What you have to do: Copy each line containing the word "justify" from the records that follow, please.

Extracted information:

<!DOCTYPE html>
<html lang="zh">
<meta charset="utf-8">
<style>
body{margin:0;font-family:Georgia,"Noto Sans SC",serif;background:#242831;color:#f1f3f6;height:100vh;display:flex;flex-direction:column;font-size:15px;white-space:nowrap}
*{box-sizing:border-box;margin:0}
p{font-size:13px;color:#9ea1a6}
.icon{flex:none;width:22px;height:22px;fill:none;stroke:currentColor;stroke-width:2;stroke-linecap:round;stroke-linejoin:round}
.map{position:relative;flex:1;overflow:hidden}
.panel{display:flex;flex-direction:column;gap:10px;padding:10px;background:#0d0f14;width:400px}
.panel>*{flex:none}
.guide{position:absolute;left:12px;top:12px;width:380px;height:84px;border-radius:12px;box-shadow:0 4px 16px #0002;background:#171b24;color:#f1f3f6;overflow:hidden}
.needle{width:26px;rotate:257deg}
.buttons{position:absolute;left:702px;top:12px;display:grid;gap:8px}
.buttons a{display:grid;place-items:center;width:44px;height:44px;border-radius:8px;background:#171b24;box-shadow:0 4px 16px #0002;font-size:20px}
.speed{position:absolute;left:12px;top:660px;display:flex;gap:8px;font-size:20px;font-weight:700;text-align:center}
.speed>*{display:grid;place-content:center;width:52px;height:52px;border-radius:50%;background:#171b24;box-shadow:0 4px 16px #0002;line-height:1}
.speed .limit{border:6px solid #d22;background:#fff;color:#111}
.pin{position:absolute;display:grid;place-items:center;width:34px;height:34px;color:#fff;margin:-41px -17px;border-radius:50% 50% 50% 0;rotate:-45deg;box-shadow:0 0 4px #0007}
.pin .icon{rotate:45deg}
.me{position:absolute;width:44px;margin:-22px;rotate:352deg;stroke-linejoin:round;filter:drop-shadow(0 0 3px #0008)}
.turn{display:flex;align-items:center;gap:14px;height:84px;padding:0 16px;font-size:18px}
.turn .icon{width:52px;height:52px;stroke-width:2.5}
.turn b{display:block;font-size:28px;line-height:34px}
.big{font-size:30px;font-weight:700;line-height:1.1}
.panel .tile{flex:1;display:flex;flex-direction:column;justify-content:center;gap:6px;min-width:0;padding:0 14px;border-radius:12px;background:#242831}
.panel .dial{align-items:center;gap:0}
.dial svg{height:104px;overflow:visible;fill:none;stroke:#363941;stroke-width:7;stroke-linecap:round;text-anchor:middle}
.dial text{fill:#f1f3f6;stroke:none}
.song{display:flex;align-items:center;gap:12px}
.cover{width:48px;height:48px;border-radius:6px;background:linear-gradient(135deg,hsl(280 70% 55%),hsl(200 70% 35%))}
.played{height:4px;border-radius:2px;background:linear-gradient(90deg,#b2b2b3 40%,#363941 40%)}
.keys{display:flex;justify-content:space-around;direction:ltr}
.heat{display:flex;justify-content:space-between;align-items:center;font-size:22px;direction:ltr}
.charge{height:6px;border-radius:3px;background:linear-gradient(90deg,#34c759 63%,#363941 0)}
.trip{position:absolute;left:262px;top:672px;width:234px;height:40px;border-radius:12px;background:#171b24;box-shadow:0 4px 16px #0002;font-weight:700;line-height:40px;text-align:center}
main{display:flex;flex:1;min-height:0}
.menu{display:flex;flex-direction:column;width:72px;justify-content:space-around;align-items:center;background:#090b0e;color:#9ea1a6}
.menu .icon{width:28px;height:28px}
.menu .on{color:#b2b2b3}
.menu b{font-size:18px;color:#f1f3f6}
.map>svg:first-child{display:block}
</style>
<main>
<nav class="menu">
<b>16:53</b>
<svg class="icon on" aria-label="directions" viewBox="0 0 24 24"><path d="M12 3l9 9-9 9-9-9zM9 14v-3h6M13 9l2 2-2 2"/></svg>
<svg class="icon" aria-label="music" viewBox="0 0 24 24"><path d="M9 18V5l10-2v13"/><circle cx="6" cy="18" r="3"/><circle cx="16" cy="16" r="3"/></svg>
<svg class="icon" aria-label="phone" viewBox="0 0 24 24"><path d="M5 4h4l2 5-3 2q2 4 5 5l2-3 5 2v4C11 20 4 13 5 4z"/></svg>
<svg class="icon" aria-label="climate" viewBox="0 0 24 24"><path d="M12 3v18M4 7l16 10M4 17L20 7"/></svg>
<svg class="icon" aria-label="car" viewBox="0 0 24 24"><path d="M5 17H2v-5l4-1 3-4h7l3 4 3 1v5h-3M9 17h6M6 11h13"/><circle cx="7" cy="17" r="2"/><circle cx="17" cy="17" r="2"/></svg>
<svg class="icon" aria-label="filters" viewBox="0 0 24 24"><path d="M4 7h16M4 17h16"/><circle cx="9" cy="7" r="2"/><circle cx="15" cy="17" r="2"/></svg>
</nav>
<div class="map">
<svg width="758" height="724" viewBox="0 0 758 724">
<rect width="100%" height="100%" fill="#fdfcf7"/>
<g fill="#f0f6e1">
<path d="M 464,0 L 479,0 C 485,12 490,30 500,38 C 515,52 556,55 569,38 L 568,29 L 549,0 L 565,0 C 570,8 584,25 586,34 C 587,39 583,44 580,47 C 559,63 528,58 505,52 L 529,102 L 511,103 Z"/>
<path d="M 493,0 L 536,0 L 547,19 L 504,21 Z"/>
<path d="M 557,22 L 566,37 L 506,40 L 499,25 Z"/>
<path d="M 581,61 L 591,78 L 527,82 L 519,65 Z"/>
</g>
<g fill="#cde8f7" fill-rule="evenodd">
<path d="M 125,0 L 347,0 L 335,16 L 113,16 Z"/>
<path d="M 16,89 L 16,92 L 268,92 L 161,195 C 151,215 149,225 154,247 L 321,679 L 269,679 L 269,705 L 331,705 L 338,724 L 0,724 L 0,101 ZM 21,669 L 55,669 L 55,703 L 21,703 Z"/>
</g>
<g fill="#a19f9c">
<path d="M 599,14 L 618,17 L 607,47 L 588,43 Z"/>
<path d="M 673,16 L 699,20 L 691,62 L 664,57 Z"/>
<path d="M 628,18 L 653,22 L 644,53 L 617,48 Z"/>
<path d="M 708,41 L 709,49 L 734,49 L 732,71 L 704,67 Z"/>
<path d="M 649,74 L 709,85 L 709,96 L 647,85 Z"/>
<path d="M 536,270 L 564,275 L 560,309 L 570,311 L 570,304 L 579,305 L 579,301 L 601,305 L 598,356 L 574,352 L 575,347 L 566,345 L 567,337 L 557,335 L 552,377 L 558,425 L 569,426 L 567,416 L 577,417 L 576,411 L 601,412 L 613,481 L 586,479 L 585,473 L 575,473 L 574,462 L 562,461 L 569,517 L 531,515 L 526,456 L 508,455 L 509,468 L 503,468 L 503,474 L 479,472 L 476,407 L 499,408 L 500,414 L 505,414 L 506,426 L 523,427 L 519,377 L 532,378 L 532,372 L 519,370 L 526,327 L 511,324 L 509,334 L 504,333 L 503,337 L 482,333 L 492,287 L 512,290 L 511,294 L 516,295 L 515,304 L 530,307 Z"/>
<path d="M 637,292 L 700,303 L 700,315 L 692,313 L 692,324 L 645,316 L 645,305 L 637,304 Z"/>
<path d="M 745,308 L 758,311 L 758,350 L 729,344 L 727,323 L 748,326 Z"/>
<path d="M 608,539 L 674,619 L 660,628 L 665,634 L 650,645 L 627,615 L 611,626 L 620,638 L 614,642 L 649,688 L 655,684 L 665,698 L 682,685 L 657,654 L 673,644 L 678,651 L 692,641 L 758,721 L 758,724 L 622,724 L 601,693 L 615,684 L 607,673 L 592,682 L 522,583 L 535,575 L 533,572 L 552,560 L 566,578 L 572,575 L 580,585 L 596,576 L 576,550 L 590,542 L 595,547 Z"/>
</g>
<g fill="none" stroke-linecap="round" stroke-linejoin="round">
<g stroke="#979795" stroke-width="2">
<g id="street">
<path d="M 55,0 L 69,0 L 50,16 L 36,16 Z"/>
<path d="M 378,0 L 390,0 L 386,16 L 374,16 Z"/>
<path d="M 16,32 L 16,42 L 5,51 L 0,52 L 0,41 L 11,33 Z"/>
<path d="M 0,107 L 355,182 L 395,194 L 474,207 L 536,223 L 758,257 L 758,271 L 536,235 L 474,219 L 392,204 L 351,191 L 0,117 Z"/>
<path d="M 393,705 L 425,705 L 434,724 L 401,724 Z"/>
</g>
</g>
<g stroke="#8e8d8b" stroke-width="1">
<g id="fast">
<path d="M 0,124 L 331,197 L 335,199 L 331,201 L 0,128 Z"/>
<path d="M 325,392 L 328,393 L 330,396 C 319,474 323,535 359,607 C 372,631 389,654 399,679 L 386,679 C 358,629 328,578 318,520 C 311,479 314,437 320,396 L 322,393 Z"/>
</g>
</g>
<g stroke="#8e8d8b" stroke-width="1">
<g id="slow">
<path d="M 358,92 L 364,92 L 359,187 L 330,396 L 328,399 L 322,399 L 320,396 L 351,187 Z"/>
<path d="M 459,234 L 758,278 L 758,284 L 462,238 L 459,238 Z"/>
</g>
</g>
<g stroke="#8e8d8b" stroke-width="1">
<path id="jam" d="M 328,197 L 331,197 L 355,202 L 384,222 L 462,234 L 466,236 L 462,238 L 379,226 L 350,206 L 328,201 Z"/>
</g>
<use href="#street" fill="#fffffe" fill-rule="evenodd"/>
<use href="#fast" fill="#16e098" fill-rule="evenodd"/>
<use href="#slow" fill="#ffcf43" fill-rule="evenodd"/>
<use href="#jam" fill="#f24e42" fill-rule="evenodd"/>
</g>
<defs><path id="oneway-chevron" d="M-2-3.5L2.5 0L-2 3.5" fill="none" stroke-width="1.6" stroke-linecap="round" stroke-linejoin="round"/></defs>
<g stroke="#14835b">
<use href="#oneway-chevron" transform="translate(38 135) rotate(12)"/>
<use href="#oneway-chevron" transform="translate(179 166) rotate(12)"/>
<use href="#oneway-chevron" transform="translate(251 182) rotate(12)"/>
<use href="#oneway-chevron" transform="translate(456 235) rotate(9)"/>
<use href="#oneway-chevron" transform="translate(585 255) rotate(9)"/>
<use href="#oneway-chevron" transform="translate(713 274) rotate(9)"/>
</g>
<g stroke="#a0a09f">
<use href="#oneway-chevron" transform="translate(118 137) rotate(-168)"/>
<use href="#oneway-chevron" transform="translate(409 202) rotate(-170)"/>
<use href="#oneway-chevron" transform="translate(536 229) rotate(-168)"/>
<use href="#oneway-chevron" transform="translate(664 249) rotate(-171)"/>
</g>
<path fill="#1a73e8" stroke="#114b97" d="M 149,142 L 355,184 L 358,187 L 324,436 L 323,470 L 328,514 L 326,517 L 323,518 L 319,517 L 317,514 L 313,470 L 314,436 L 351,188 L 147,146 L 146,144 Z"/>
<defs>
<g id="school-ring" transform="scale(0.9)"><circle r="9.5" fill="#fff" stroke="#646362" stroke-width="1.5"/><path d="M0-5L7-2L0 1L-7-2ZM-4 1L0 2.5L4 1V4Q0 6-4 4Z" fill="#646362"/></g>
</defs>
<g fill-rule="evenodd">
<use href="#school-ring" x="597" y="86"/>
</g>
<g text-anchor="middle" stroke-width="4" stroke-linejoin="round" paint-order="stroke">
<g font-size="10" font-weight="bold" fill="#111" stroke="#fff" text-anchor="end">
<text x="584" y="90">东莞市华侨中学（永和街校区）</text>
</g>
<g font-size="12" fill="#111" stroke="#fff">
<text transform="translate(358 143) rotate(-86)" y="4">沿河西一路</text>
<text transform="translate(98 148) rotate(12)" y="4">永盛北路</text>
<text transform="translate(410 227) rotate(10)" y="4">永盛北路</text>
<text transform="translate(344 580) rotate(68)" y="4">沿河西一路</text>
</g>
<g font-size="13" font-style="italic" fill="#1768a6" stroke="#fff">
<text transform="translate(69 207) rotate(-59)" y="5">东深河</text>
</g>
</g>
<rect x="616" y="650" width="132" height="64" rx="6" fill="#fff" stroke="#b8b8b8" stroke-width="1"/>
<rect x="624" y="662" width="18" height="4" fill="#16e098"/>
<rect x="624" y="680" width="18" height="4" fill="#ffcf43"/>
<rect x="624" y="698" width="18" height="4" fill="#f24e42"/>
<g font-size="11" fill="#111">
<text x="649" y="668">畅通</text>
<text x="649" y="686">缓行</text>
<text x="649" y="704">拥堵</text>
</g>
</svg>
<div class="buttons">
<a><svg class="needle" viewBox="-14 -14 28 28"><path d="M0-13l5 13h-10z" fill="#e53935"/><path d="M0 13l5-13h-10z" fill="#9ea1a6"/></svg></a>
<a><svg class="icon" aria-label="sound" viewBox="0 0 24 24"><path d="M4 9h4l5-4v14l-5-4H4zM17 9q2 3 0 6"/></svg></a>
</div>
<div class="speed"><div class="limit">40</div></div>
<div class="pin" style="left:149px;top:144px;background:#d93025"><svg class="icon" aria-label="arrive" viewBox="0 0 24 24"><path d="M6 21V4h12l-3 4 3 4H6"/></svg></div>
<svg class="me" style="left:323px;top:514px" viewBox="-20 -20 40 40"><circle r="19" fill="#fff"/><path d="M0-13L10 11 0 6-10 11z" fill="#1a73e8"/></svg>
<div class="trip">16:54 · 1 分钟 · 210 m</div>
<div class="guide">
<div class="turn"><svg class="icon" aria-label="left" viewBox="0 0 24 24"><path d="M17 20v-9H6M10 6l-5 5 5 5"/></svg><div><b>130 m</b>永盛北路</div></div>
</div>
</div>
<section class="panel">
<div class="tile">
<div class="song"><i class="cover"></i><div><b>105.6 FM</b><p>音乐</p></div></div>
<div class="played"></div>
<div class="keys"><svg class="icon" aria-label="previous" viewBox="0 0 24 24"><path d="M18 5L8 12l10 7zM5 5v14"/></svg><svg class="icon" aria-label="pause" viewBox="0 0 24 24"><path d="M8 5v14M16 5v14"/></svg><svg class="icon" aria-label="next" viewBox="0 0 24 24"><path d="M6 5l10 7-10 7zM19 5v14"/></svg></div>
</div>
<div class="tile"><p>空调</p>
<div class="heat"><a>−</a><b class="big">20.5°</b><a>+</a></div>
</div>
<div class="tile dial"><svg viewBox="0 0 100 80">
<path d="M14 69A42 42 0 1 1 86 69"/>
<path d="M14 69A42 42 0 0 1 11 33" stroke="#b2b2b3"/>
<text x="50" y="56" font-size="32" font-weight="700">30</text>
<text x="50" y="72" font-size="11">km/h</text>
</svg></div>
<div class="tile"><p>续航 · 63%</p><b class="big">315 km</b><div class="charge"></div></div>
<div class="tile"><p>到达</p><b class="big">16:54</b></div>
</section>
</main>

Written answer:
.panel .tile{flex:1;display:flex;flex-direction:column;justify-content:center;gap:6px;min-width:0;padding:0 14px;border-radius:12px;background:#242831}
.keys{display:flex;justify-content:space-around;direction:ltr}
.heat{display:flex;justify-content:space-between;align-items:center;font-size:22px;direction:ltr}
.menu{display:flex;flex-direction:column;width:72px;justify-content:space-around;align-items:center;background:#090b0e;color:#9ea1a6}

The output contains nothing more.